While investors are finding increasing success in challenging corporate policy on sustainability issues, The Economist recently reported on the mixed impact to date of collective pressure on listed fossil fuel firms to reduce emissions.
According to its analysis, private equity firms have snapped up oil, gas and coal assets worth US$60 billion over the past two years, many divested by listed firms in response to the environmental concerns of institutional investors. Many of the private equity firms pursuing such ‘brown’ assets are backed by pension funds, the publication noted, claiming that the discrepancy presents a “flaw in the reasoning” behind sustainable investing.
A proven need for the whole market to move as one in order to achieve a specific public good, such as limiting climate change, would potentially justify exemption from competition law, say experts.
“Regulators don’t want competition to be seen as an impediment to collaboration where it is necessary in order to deliver goals. There are circumstances where you need the market to move together or it won’t move,” said Kirrage.
“If you make a particular commitment and there’s no other way to achieve it, it’s quite likely that you could go to a regulator and say, ‘Look, this is absolutely necessary for us to all act as one and so we’ve got to do that’.”
Acting in concert to meet a regulatory obligation could serve as a justification for collective action on sustainability issues, said Seeliger. “Everybody needs to be in line with the regulator.
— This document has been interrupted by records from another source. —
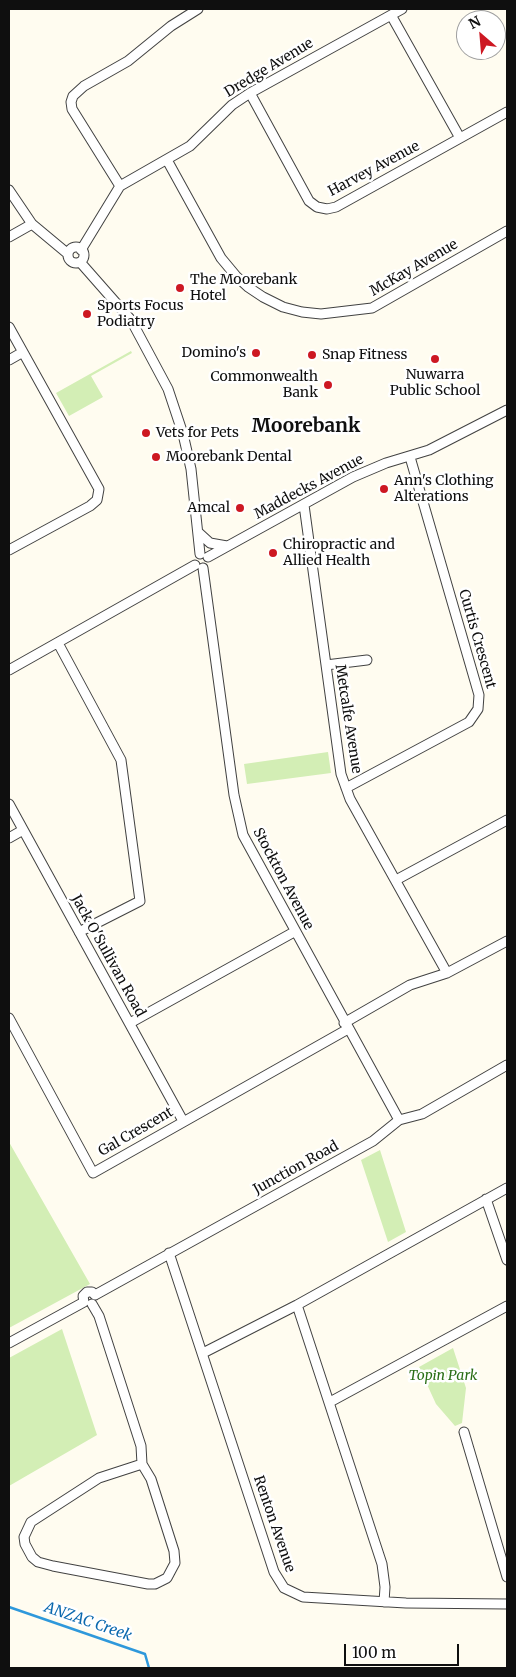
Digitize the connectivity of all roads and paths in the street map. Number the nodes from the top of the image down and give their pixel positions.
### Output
1 (198, 9) edge
2 (402, 9) edge
3 (391, 15) junction
4 (250, 93) junction
5 (507, 112) edge
6 (460, 138) junction
7 (167, 160) junction
8 (120, 186) junction
9 (9, 190) edge
10 (32, 224) junction
11 (507, 231) edge
12 (9, 237) edge
13 (81, 250) junction
14 (68, 254) junction
15 (80, 262) junction
16 (9, 327) edge
17 (23, 352) junction
18 (9, 360) edge
19 (507, 412) edge
20 (410, 456) junction
21 (304, 505) junction
22 (197, 532) junction
23 (228, 546) junction
24 (9, 550) edge
25 (204, 555) junction
26 (199, 566) junction
27 (58, 643) junction
28 (367, 660) dead end
29 (326, 665) junction
30 (9, 670) edge
31 (346, 788) junction
32 (9, 804) edge
33 (507, 820) edge
34 (23, 830) junction
35 (9, 838) edge
36 (396, 880) junction
37 (79, 932) junction
38 (294, 932) junction
39 (507, 941) edge
40 (447, 973) junction
41 (9, 1018) edge
42 (130, 1023) junction
43 (346, 1026) junction
44 (507, 1065) edge
45 (399, 1120) junction
46 (183, 1121) junction
47 (507, 1188) edge
48 (486, 1199) junction
49 (169, 1253) junction
50 (507, 1260) edge
51 (91, 1300) junction
52 (297, 1305) junction
53 (507, 1306) edge
54 (9, 1343) edge
55 (203, 1353) junction
56 (330, 1402) junction
57 (464, 1432) dead end
58 (142, 1464) junction
59 (507, 1577) edge
60 (384, 1602) junction
61 (507, 1604) edge

1 - 8 street
2 - 3 street, Dredge Avenue
3 - 4 street, Dredge Avenue
3 - 6 street
4 - 6 street, Harvey Avenue
4 - 7 street, Dredge Avenue
5 - 6 street, Harvey Avenue
7 - 8 street, Dredge Avenue
7 - 11 street, McKay Avenue
8 - 13 street, Dredge Avenue
9 - 10 street
10 - 12 street
10 - 14 street
13 - 14 street
13 - 15 street
14 - 15 street
15 - 22 street
16 - 17 street
17 - 18 street
17 - 24 street
19 - 20 street, Maddecks Avenue
20 - 21 street, Maddecks Avenue
20 - 31 street, Curtis Crescent
21 - 23 street, Maddecks Avenue
21 - 29 street, Metcalfe Avenue
22 - 23 street
22 - 25 street
23 - 25 street, Maddecks Avenue
25 - 26 street
25 - 26 street
26 - 27 street
26 - 38 street, Stockton Avenue
27 - 30 street
27 - 37 street
28 - 29 street
29 - 31 street, Metcalfe Avenue
31 - 36 street, Metcalfe Avenue
32 - 34 street, Jack O'Sullivan Road
33 - 36 street
34 - 35 street
34 - 37 street, Jack O'Sullivan Road
36 - 40 street, Metcalfe Avenue
37 - 42 street, Jack O'Sullivan Road
38 - 42 street
38 - 43 street, Stockton Avenue
39 - 40 street, Gal Crescent
40 - 43 street, Gal Crescent
41 - 46 street, Gal Crescent
42 - 46 street, Jack O'Sullivan Road
43 - 45 street, Stockton Avenue
43 - 46 street, Gal Crescent
44 - 45 street, Junction Road
45 - 49 street, Junction Road
47 - 48 street
48 - 50 street
48 - 52 street
49 - 51 street, Junction Road
49 - 55 street, Renton Avenue
51 - 54 street, Junction Road
51 - 58 street
52 - 55 street
52 - 56 street
53 - 56 street
55 - 60 street, Renton Avenue
56 - 60 street
57 - 59 street
58 - 58 street
60 - 61 street, Renton Avenue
That over-rules everything else.”
During the pandemic, competition authorities in the UK and Europe showed their willingness to forgo normal practice and principles in exceptional circumstances, potentially setting a precedent.
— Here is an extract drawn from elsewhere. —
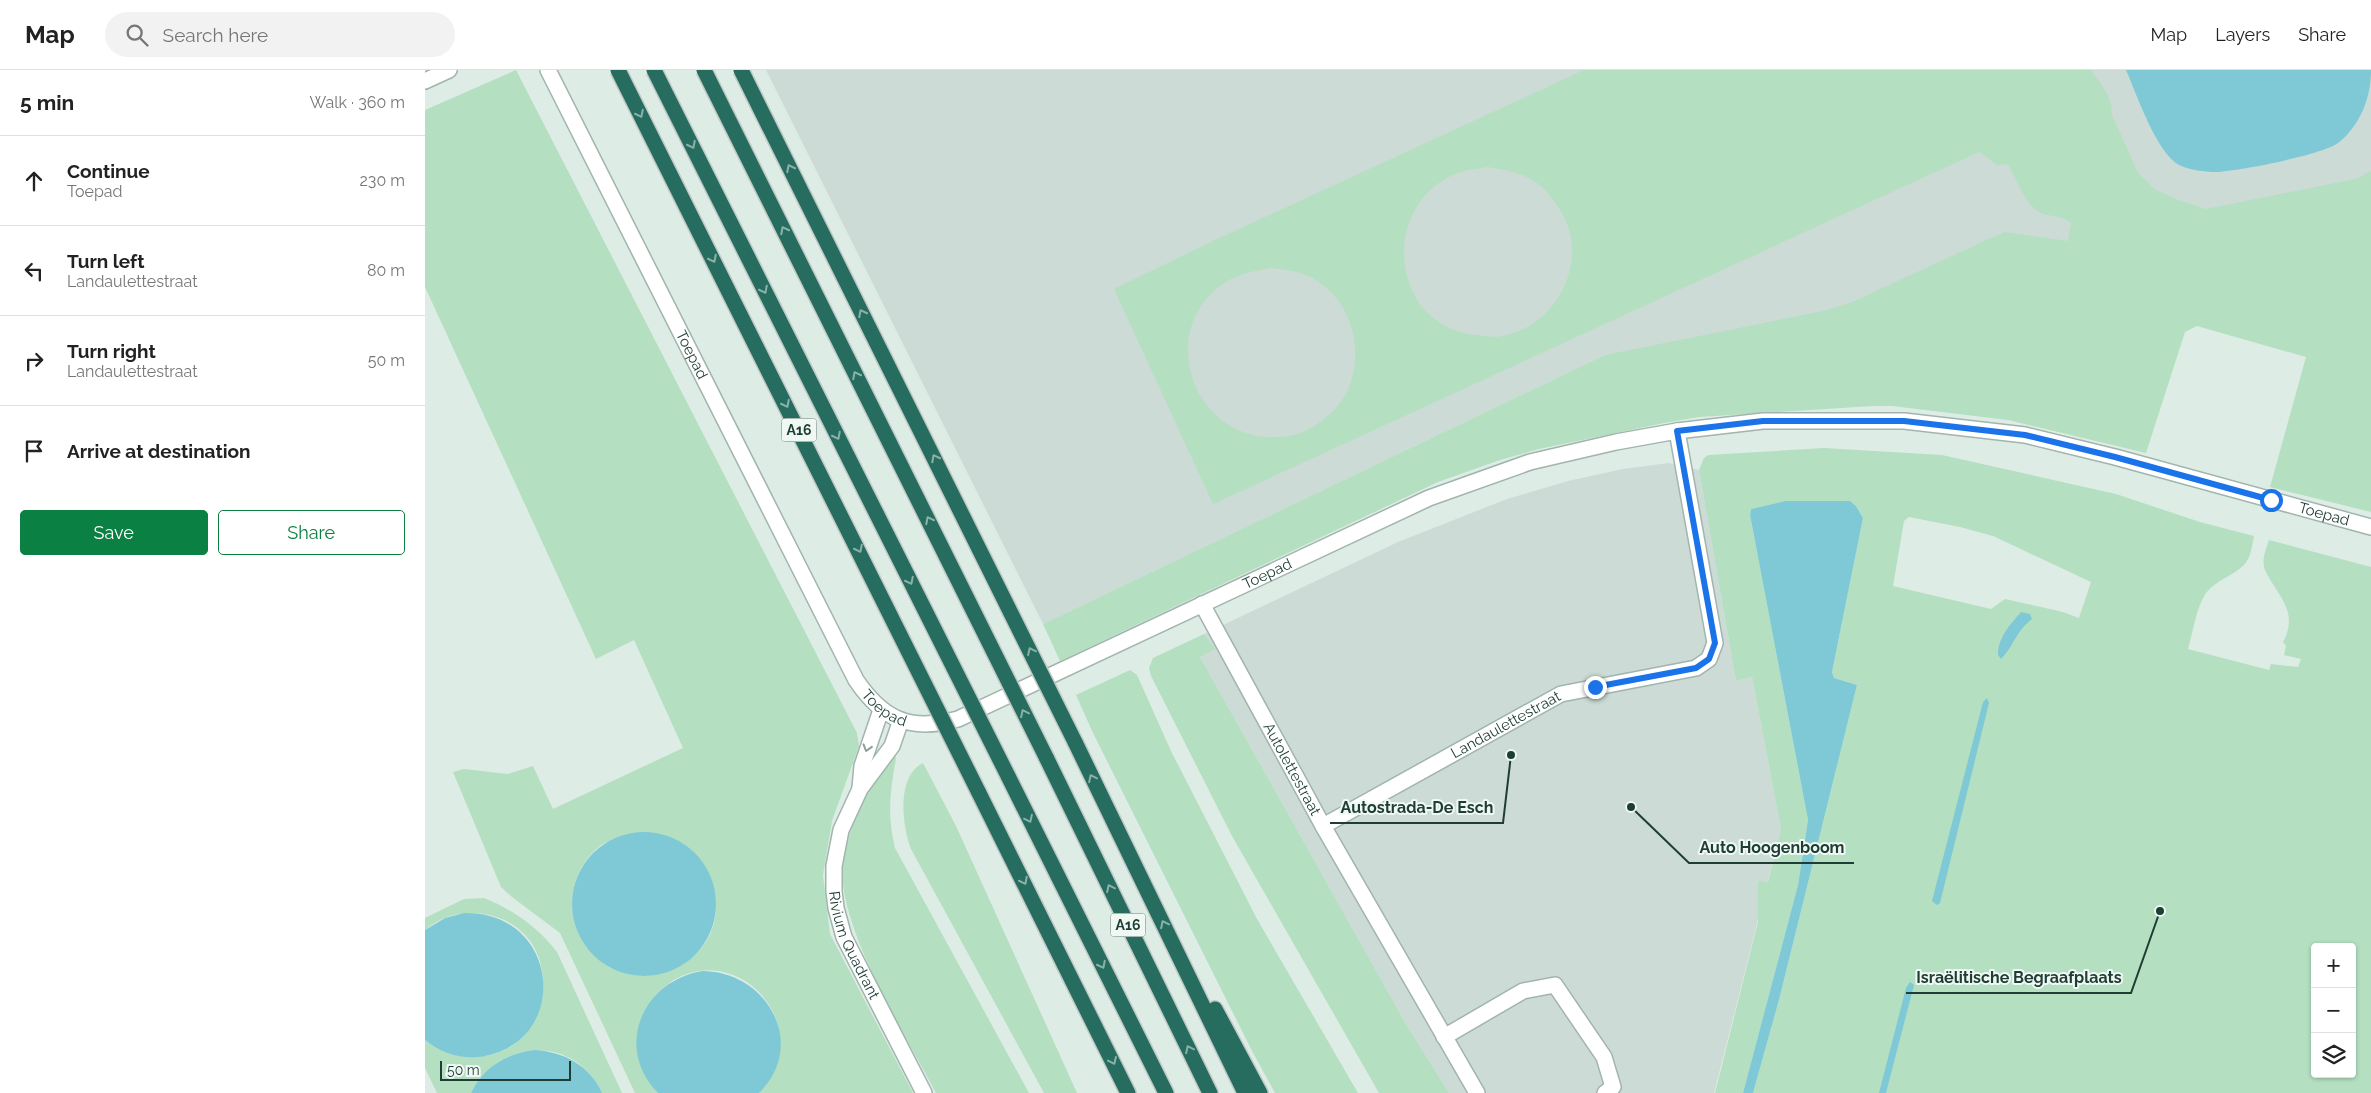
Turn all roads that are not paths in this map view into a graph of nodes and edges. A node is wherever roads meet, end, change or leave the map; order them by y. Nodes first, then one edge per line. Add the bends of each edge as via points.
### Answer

“The CMA came out with some guidelines on collaboration for Covid-19 purposes, but they were very targeted, around continuity of supply, getting food on shelves, for example,” said Kirrage.
A number of industries, including the automotive sector, sought and were granted permission to act jointly by the European Commission in response to supply chain shortages. Exemptions came in the form of “comfort letters” or legislative changes depending on circumstances.
Lawyers say clients across sectors are currently being asked to walk a fine line. Although this may get clearer both through dialogue and new guidance, they advise industry groupings to lean toward achieving joint ends by setting broad frameworks and principles, rather than more rigid requirements or exclusions.
“There’s less likely to be problem over groups setting a minimum commitment that can be outperformed by members,” Kirrage added.
In 2020, a Linklaters client survey found that 57% of businesses had decided against participating in cross-industry environmental initiatives for legal reasons. Over 90% of respondents wanted changes and clarification of competition rules to encourage collaboration on sustainability; a similar number said they wanted to work closely with peers in responding to climate change.
More than a third (36%) were in favour of an exemption from competition rules for sustainability, while just under a third (32%) called for explicit guidance from competition authorities to distinguish lawful from unlawful cooperation.